LISTED RECORDS Start Marker

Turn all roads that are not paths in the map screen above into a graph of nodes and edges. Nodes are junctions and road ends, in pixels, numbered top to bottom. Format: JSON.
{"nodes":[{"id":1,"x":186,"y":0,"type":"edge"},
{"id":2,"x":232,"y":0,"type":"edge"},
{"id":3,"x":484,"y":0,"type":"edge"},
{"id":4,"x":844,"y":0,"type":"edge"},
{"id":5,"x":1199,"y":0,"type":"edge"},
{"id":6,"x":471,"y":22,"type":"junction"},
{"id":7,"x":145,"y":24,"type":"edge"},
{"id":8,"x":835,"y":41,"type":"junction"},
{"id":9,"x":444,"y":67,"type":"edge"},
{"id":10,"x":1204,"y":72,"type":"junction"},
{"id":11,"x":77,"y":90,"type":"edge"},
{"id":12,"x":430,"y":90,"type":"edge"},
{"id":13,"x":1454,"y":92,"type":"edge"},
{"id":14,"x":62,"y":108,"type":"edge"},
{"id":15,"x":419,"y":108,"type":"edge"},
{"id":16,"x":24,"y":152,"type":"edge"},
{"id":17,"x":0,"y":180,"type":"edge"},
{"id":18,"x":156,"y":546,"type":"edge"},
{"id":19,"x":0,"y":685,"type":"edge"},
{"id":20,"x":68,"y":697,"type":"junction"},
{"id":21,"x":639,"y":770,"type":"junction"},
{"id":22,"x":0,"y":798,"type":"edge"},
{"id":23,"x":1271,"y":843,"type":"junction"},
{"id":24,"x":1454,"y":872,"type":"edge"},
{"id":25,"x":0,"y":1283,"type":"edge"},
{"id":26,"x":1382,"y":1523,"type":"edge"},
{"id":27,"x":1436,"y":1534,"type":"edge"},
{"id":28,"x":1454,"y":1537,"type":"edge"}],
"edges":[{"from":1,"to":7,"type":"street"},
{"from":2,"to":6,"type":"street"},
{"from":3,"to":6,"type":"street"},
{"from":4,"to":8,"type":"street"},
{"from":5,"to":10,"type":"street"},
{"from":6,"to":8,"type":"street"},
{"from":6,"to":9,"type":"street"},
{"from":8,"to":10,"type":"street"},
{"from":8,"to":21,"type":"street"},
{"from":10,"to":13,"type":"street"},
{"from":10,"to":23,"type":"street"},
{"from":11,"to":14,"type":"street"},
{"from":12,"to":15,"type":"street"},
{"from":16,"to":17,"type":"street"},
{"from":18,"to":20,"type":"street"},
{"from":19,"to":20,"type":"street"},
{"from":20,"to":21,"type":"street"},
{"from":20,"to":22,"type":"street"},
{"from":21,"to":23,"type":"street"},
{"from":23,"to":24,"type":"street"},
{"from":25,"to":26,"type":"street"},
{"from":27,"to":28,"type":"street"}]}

LISTED RECORDS End Marker

• **ACTIVITY**
Print all the data exactly.

• **EXPECTED OUTPUT**
Turn all roads that are not paths in the map screen above into a graph of nodes and edges. Nodes are junctions and road ends, in pixels, numbered top to bottom. Format: JSON.
{"nodes":[{"id":1,"x":186,"y":0,"type":"edge"},
{"id":2,"x":232,"y":0,"type":"edge"},
{"id":3,"x":484,"y":0,"type":"edge"},
{"id":4,"x":844,"y":0,"type":"edge"},
{"id":5,"x":1199,"y":0,"type":"edge"},
{"id":6,"x":471,"y":22,"type":"junction"},
{"id":7,"x":145,"y":24,"type":"edge"},
{"id":8,"x":835,"y":41,"type":"junction"},
{"id":9,"x":444,"y":67,"type":"edge"},
{"id":10,"x":1204,"y":72,"type":"junction"},
{"id":11,"x":77,"y":90,"type":"edge"},
{"id":12,"x":430,"y":90,"type":"edge"},
{"id":13,"x":1454,"y":92,"type":"edge"},
{"id":14,"x":62,"y":108,"type":"edge"},
{"id":15,"x":419,"y":108,"type":"edge"},
{"id":16,"x":24,"y":152,"type":"edge"},
{"id":17,"x":0,"y":180,"type":"edge"},
{"id":18,"x":156,"y":546,"type":"edge"},
{"id":19,"x":0,"y":685,"type":"edge"},
{"id":20,"x":68,"y":697,"type":"junction"},
{"id":21,"x":639,"y":770,"type":"junction"},
{"id":22,"x":0,"y":798,"type":"edge"},
{"id":23,"x":1271,"y":843,"type":"junction"},
{"id":24,"x":1454,"y":872,"type":"edge"},
{"id":25,"x":0,"y":1283,"type":"edge"},
{"id":26,"x":1382,"y":1523,"type":"edge"},
{"id":27,"x":1436,"y":1534,"type":"edge"},
{"id":28,"x":1454,"y":1537,"type":"edge"}],
"edges":[{"from":1,"to":7,"type":"street"},
{"from":2,"to":6,"type":"street"},
{"from":3,"to":6,"type":"street"},
{"from":4,"to":8,"type":"street"},
{"from":5,"to":10,"type":"street"},
{"from":6,"to":8,"type":"street"},
{"from":6,"to":9,"type":"street"},
{"from":8,"to":10,"type":"street"},
{"from":8,"to":21,"type":"street"},
{"from":10,"to":13,"type":"street"},
{"from":10,"to":23,"type":"street"},
{"from":11,"to":14,"type":"street"},
{"from":12,"to":15,"type":"street"},
{"from":16,"to":17,"type":"street"},
{"from":18,"to":20,"type":"street"},
{"from":19,"to":20,"type":"street"},
{"from":20,"to":21,"type":"street"},
{"from":20,"to":22,"type":"street"},
{"from":21,"to":23,"type":"street"},
{"from":23,"to":24,"type":"street"},
{"from":25,"to":26,"type":"street"},
{"from":27,"to":28,"type":"street"}]}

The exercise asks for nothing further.